(Beginning of Provided data)

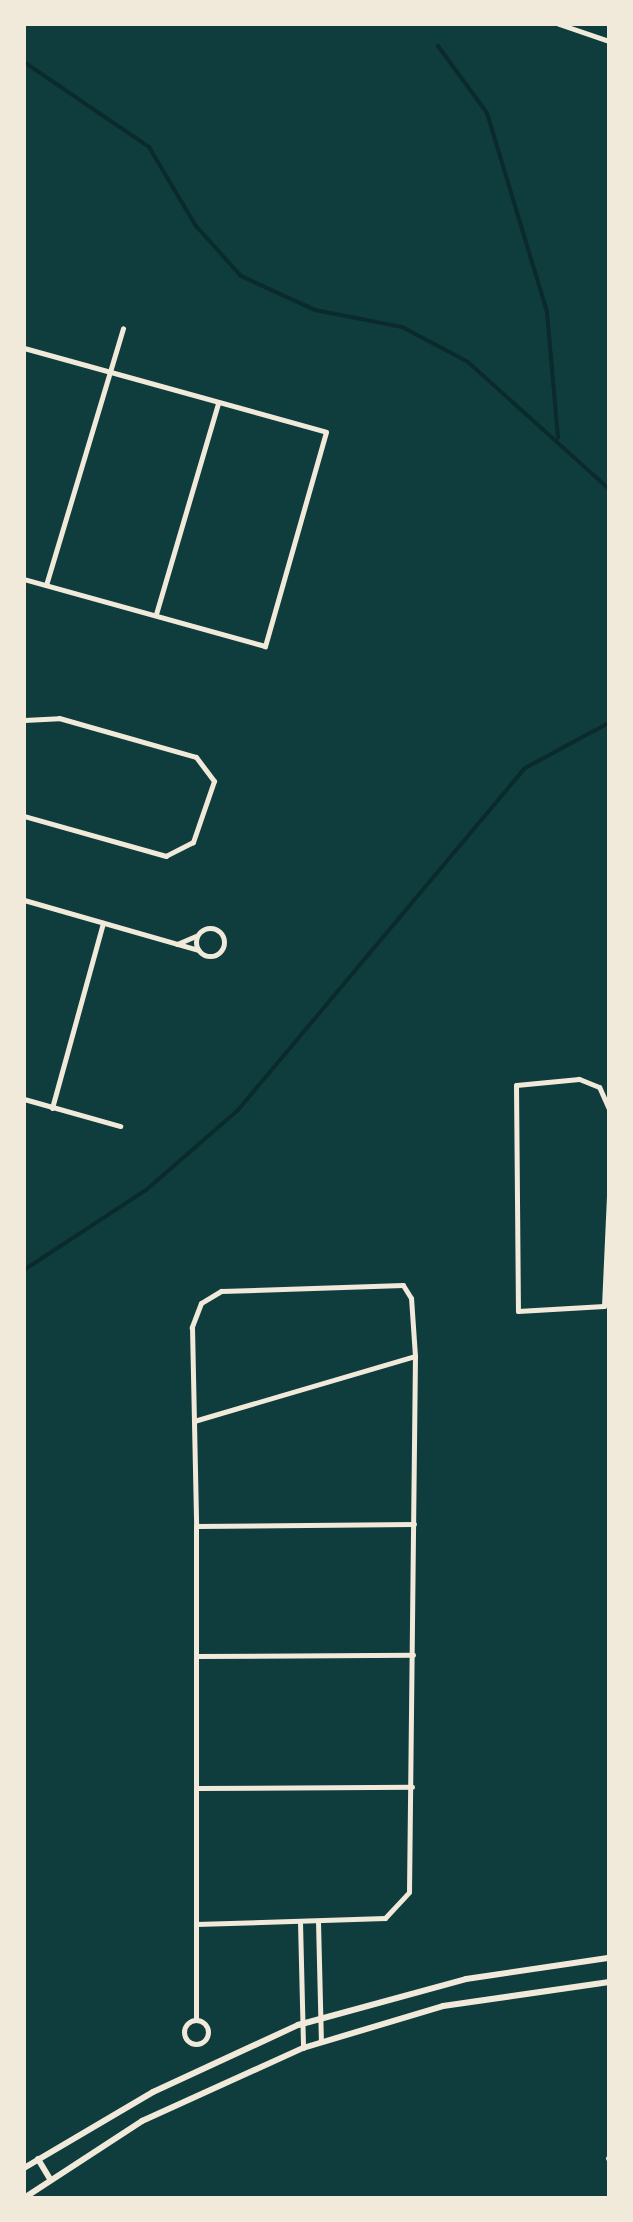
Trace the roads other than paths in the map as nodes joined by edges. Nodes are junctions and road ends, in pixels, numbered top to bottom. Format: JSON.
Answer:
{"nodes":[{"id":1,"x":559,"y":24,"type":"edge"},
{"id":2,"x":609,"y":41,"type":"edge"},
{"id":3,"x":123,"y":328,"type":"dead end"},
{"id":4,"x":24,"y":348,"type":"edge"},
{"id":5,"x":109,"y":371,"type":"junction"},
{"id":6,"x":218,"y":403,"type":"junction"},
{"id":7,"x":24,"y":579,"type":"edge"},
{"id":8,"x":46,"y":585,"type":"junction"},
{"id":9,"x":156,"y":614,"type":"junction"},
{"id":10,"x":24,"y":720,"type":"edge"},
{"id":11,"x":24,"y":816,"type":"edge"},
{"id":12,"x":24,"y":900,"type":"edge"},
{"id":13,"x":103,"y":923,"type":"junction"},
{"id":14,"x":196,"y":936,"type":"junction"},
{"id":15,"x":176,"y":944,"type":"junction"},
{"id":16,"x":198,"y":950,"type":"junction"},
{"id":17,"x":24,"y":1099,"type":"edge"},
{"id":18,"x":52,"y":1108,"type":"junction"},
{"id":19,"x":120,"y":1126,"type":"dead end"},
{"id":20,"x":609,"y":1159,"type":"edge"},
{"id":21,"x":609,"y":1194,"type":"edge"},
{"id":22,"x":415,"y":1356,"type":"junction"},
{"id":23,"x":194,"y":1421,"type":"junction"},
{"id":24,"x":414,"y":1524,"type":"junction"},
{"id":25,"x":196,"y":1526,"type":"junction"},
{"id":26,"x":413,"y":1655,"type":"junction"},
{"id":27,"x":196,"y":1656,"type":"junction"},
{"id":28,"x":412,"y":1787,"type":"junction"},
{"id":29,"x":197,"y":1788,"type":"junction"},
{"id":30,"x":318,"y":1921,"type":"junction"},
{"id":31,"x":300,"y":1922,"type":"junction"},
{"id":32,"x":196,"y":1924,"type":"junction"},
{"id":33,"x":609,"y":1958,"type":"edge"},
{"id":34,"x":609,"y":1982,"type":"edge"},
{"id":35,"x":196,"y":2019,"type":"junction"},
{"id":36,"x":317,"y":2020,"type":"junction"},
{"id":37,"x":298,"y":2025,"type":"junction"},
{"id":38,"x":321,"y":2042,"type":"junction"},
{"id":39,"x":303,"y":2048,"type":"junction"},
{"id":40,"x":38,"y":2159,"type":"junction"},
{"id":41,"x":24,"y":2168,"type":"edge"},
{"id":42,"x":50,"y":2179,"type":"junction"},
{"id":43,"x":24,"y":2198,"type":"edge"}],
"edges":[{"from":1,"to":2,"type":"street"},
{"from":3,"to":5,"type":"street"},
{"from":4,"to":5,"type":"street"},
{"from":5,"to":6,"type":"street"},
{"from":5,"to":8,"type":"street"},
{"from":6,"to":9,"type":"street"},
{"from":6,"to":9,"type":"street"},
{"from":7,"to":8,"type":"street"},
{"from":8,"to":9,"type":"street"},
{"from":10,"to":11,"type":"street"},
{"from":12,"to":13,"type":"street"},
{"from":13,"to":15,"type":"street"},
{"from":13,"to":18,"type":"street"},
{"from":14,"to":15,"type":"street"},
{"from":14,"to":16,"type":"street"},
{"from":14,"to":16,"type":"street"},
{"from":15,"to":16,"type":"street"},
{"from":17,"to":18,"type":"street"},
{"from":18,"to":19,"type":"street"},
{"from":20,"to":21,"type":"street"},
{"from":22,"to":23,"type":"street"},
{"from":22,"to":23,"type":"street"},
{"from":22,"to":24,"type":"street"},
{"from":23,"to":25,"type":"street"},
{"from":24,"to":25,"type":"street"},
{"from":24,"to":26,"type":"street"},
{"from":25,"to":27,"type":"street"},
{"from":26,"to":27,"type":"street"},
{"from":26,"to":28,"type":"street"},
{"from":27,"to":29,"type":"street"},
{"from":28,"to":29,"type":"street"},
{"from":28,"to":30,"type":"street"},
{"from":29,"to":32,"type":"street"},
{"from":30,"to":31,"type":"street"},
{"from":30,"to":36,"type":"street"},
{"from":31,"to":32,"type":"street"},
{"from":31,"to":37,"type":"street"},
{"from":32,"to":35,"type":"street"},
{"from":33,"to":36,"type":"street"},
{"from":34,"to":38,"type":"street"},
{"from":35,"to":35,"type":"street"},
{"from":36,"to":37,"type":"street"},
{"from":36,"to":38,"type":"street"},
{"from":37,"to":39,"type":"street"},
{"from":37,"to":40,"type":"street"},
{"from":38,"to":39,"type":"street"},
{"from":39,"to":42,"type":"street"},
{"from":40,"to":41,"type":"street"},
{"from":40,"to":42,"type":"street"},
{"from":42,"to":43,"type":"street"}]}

(End of Provided data)

Every record must be returned exactly. Leave its pictures out.

Trace the roads other than paths in the map as nodes joined by edges. Nodes are junctions and road ends, in pixels, numbered top to bottom. Format: JSON.
Answer:
{"nodes":[{"id":1,"x":559,"y":24,"type":"edge"},
{"id":2,"x":609,"y":41,"type":"edge"},
{"id":3,"x":123,"y":328,"type":"dead end"},
{"id":4,"x":24,"y":348,"type":"edge"},
{"id":5,"x":109,"y":371,"type":"junction"},
{"id":6,"x":218,"y":403,"type":"junction"},
{"id":7,"x":24,"y":579,"type":"edge"},
{"id":8,"x":46,"y":585,"type":"junction"},
{"id":9,"x":156,"y":614,"type":"junction"},
{"id":10,"x":24,"y":720,"type":"edge"},
{"id":11,"x":24,"y":816,"type":"edge"},
{"id":12,"x":24,"y":900,"type":"edge"},
{"id":13,"x":103,"y":923,"type":"junction"},
{"id":14,"x":196,"y":936,"type":"junction"},
{"id":15,"x":176,"y":944,"type":"junction"},
{"id":16,"x":198,"y":950,"type":"junction"},
{"id":17,"x":24,"y":1099,"type":"edge"},
{"id":18,"x":52,"y":1108,"type":"junction"},
{"id":19,"x":120,"y":1126,"type":"dead end"},
{"id":20,"x":609,"y":1159,"type":"edge"},
{"id":21,"x":609,"y":1194,"type":"edge"},
{"id":22,"x":415,"y":1356,"type":"junction"},
{"id":23,"x":194,"y":1421,"type":"junction"},
{"id":24,"x":414,"y":1524,"type":"junction"},
{"id":25,"x":196,"y":1526,"type":"junction"},
{"id":26,"x":413,"y":1655,"type":"junction"},
{"id":27,"x":196,"y":1656,"type":"junction"},
{"id":28,"x":412,"y":1787,"type":"junction"},
{"id":29,"x":197,"y":1788,"type":"junction"},
{"id":30,"x":318,"y":1921,"type":"junction"},
{"id":31,"x":300,"y":1922,"type":"junction"},
{"id":32,"x":196,"y":1924,"type":"junction"},
{"id":33,"x":609,"y":1958,"type":"edge"},
{"id":34,"x":609,"y":1982,"type":"edge"},
{"id":35,"x":196,"y":2019,"type":"junction"},
{"id":36,"x":317,"y":2020,"type":"junction"},
{"id":37,"x":298,"y":2025,"type":"junction"},
{"id":38,"x":321,"y":2042,"type":"junction"},
{"id":39,"x":303,"y":2048,"type":"junction"},
{"id":40,"x":38,"y":2159,"type":"junction"},
{"id":41,"x":24,"y":2168,"type":"edge"},
{"id":42,"x":50,"y":2179,"type":"junction"},
{"id":43,"x":24,"y":2198,"type":"edge"}],
"edges":[{"from":1,"to":2,"type":"street"},
{"from":3,"to":5,"type":"street"},
{"from":4,"to":5,"type":"street"},
{"from":5,"to":6,"type":"street"},
{"from":5,"to":8,"type":"street"},
{"from":6,"to":9,"type":"street"},
{"from":6,"to":9,"type":"street"},
{"from":7,"to":8,"type":"street"},
{"from":8,"to":9,"type":"street"},
{"from":10,"to":11,"type":"street"},
{"from":12,"to":13,"type":"street"},
{"from":13,"to":15,"type":"street"},
{"from":13,"to":18,"type":"street"},
{"from":14,"to":15,"type":"street"},
{"from":14,"to":16,"type":"street"},
{"from":14,"to":16,"type":"street"},
{"from":15,"to":16,"type":"street"},
{"from":17,"to":18,"type":"street"},
{"from":18,"to":19,"type":"street"},
{"from":20,"to":21,"type":"street"},
{"from":22,"to":23,"type":"street"},
{"from":22,"to":23,"type":"street"},
{"from":22,"to":24,"type":"street"},
{"from":23,"to":25,"type":"street"},
{"from":24,"to":25,"type":"street"},
{"from":24,"to":26,"type":"street"},
{"from":25,"to":27,"type":"street"},
{"from":26,"to":27,"type":"street"},
{"from":26,"to":28,"type":"street"},
{"from":27,"to":29,"type":"street"},
{"from":28,"to":29,"type":"street"},
{"from":28,"to":30,"type":"street"},
{"from":29,"to":32,"type":"street"},
{"from":30,"to":31,"type":"street"},
{"from":30,"to":36,"type":"street"},
{"from":31,"to":32,"type":"street"},
{"from":31,"to":37,"type":"street"},
{"from":32,"to":35,"type":"street"},
{"from":33,"to":36,"type":"street"},
{"from":34,"to":38,"type":"street"},
{"from":35,"to":35,"type":"street"},
{"from":36,"to":37,"type":"street"},
{"from":36,"to":38,"type":"street"},
{"from":37,"to":39,"type":"street"},
{"from":37,"to":40,"type":"street"},
{"from":38,"to":39,"type":"street"},
{"from":39,"to":42,"type":"street"},
{"from":40,"to":41,"type":"street"},
{"from":40,"to":42,"type":"street"},
{"from":42,"to":43,"type":"street"}]}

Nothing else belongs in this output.